═════ Dataset excerpts
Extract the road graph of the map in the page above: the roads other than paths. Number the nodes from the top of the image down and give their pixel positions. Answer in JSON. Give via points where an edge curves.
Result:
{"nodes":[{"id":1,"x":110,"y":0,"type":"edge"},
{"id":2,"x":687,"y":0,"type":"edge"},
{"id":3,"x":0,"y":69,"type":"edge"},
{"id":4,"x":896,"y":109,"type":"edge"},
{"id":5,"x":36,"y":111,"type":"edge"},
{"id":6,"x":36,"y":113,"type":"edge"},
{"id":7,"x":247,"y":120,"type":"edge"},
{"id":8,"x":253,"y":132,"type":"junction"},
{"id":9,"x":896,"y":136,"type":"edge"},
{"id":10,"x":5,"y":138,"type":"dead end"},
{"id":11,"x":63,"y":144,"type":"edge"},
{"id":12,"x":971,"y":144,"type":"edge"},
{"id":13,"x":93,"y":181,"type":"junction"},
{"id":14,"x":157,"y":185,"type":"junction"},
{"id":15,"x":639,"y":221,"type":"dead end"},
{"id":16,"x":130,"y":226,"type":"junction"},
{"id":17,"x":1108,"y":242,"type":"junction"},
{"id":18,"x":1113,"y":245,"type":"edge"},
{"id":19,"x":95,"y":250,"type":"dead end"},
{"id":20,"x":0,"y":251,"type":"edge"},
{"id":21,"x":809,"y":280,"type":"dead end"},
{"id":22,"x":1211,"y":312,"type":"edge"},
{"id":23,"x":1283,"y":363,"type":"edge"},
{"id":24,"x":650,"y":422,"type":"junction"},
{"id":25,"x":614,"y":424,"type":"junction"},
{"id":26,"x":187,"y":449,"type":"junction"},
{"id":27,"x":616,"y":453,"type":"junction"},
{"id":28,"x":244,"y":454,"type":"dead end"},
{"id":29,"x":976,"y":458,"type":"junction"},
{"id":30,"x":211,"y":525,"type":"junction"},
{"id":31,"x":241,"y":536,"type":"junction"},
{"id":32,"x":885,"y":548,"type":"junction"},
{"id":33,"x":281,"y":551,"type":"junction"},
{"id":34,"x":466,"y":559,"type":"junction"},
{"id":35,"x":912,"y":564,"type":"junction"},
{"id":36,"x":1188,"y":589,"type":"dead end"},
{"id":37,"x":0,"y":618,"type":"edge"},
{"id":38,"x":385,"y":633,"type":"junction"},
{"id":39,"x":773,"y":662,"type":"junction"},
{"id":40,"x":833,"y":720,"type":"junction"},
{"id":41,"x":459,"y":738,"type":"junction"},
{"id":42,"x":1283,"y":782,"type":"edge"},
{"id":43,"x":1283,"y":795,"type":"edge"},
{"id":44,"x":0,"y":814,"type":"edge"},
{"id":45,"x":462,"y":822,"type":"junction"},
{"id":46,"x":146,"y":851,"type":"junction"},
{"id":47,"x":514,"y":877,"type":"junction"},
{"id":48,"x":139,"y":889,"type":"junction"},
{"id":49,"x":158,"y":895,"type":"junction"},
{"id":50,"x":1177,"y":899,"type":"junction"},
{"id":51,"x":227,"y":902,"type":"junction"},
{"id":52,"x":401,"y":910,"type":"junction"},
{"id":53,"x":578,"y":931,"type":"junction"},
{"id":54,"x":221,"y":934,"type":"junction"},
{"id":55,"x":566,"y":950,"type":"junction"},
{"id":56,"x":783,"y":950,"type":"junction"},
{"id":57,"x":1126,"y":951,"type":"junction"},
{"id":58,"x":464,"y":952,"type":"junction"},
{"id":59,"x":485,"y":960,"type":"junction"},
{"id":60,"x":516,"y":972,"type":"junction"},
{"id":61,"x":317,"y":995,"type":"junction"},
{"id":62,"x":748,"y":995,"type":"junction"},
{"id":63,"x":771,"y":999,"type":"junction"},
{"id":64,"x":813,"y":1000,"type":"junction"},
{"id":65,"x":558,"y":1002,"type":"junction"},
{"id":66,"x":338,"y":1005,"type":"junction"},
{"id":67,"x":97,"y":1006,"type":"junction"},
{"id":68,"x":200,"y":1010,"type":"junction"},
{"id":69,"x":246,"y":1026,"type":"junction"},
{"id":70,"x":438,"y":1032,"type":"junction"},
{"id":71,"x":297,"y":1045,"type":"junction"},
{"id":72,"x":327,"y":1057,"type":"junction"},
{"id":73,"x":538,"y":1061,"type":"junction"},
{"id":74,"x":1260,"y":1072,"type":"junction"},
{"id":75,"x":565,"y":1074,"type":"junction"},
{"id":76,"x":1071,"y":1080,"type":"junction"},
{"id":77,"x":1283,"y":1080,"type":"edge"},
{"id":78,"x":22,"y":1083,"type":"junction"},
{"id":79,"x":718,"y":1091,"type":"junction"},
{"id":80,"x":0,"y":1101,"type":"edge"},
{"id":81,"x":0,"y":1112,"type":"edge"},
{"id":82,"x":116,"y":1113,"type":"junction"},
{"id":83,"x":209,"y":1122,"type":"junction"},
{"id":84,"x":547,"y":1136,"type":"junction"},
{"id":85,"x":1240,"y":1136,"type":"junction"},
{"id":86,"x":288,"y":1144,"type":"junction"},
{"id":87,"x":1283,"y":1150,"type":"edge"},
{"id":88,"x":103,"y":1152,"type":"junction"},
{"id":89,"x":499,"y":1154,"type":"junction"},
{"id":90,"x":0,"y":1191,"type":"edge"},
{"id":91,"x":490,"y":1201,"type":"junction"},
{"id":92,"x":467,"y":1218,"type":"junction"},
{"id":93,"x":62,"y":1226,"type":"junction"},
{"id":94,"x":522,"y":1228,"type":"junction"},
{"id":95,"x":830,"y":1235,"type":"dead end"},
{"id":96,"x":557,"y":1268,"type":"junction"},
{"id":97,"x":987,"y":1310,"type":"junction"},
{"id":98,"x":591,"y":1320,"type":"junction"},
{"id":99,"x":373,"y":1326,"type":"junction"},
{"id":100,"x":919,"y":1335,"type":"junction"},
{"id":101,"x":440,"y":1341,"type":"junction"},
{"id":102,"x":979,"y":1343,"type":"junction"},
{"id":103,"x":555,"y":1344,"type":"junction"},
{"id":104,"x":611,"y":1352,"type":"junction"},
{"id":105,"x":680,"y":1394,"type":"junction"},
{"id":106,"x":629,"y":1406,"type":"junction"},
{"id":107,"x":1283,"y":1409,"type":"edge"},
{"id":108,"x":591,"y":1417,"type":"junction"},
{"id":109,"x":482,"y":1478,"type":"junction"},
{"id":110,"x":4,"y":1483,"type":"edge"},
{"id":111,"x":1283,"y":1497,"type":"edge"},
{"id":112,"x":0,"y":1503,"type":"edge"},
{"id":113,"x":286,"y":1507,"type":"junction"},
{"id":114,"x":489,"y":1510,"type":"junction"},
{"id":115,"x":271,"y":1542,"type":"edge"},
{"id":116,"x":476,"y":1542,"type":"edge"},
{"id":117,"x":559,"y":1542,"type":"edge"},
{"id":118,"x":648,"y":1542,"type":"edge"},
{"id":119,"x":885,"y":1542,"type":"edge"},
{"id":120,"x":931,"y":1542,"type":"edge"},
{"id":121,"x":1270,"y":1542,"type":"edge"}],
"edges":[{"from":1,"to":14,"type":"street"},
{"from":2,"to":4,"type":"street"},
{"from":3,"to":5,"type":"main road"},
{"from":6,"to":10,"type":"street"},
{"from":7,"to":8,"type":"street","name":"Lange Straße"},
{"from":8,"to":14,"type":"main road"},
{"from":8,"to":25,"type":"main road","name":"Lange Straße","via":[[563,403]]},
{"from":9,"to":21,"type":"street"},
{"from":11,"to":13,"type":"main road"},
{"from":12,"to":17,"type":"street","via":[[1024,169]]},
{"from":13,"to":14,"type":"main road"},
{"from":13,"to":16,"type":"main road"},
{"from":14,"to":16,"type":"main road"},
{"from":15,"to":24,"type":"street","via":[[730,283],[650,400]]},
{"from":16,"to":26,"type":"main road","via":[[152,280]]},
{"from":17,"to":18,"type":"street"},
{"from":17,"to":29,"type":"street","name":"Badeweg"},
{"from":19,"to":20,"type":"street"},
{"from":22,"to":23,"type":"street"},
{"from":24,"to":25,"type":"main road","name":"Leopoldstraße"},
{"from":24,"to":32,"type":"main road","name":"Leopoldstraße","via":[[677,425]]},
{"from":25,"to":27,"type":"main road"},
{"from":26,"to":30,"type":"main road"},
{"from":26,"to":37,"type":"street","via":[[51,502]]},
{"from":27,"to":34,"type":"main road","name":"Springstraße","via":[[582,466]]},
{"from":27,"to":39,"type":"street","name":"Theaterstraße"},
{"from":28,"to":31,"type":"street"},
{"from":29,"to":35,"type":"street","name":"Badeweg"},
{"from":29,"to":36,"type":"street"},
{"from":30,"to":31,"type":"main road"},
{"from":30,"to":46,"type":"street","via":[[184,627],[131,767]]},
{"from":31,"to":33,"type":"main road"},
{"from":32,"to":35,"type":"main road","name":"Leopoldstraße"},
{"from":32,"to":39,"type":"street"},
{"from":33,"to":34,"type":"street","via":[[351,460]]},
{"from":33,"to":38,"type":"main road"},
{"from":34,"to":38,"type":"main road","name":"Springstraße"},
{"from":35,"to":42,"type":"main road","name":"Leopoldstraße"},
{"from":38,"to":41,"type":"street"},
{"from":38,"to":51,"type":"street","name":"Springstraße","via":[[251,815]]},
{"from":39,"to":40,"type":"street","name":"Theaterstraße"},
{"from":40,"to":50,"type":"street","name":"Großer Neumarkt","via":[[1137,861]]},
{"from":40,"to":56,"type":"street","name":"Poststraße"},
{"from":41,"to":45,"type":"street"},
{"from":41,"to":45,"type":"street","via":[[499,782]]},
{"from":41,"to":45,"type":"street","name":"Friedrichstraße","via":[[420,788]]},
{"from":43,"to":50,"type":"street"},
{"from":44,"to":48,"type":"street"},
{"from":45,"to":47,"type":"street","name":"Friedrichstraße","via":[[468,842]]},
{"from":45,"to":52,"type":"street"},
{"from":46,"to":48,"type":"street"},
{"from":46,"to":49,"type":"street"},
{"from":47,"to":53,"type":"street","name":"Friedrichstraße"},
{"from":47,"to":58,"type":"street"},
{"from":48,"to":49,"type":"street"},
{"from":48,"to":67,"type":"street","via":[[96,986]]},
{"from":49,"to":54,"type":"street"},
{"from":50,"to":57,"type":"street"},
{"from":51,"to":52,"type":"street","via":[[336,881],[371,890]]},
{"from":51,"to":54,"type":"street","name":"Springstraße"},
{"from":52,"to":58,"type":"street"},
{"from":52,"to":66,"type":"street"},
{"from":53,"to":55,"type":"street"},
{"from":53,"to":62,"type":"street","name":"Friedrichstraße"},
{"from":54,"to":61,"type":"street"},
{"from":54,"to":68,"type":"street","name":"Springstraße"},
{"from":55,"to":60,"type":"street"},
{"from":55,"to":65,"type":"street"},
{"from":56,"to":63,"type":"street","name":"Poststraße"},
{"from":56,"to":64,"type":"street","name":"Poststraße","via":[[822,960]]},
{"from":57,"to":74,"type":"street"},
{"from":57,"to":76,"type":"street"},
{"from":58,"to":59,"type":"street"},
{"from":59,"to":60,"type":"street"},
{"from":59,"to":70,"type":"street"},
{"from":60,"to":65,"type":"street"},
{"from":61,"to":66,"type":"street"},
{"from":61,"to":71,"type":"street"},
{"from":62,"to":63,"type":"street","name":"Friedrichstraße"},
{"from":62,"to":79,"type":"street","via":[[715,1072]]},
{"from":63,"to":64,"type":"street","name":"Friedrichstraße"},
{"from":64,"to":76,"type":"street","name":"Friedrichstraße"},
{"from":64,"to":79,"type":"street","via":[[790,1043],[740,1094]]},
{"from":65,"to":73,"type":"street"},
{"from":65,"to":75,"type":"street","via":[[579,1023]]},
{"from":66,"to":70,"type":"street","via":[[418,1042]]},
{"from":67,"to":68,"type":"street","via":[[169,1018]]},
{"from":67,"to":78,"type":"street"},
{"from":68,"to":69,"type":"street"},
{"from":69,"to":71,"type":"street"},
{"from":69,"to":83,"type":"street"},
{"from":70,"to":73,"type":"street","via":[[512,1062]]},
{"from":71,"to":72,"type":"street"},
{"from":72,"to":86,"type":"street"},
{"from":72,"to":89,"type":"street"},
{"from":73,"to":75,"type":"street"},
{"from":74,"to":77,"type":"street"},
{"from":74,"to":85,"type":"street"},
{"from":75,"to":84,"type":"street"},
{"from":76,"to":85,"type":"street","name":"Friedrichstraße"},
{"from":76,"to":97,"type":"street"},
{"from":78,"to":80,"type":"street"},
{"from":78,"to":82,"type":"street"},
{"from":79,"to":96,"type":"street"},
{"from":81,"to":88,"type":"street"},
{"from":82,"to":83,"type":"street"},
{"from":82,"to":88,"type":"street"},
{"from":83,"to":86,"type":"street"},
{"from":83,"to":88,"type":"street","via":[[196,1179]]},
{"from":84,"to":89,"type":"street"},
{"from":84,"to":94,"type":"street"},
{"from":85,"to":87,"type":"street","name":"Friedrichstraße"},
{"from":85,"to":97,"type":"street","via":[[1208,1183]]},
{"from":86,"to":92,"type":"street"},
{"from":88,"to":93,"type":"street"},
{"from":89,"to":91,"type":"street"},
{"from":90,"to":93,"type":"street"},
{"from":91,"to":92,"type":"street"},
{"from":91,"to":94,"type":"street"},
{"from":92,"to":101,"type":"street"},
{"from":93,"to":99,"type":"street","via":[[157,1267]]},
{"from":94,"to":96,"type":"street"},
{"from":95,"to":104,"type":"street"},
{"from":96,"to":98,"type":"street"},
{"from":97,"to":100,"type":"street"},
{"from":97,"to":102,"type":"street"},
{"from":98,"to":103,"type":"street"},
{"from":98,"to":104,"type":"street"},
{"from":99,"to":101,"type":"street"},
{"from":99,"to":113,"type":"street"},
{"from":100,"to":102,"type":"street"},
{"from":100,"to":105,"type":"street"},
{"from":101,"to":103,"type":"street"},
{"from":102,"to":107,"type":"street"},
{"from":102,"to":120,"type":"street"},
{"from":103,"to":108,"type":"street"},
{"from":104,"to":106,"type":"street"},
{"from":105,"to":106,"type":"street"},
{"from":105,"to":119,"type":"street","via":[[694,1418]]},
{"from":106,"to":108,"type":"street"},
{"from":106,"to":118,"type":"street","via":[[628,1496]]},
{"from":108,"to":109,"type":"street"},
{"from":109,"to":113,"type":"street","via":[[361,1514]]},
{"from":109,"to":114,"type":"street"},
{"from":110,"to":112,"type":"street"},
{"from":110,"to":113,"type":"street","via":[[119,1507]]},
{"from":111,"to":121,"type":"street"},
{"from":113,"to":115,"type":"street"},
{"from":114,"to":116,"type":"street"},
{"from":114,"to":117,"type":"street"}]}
══════════
Each line in the entries above that includes the string "Leopoldstraße" should be extracted.

{"from":24,"to":25,"type":"main road","name":"Leopoldstraße"},
{"from":24,"to":32,"type":"main road","name":"Leopoldstraße","via":[[677,425]]},
{"from":32,"to":35,"type":"main road","name":"Leopoldstraße"},
{"from":35,"to":42,"type":"main road","name":"Leopoldstraße"},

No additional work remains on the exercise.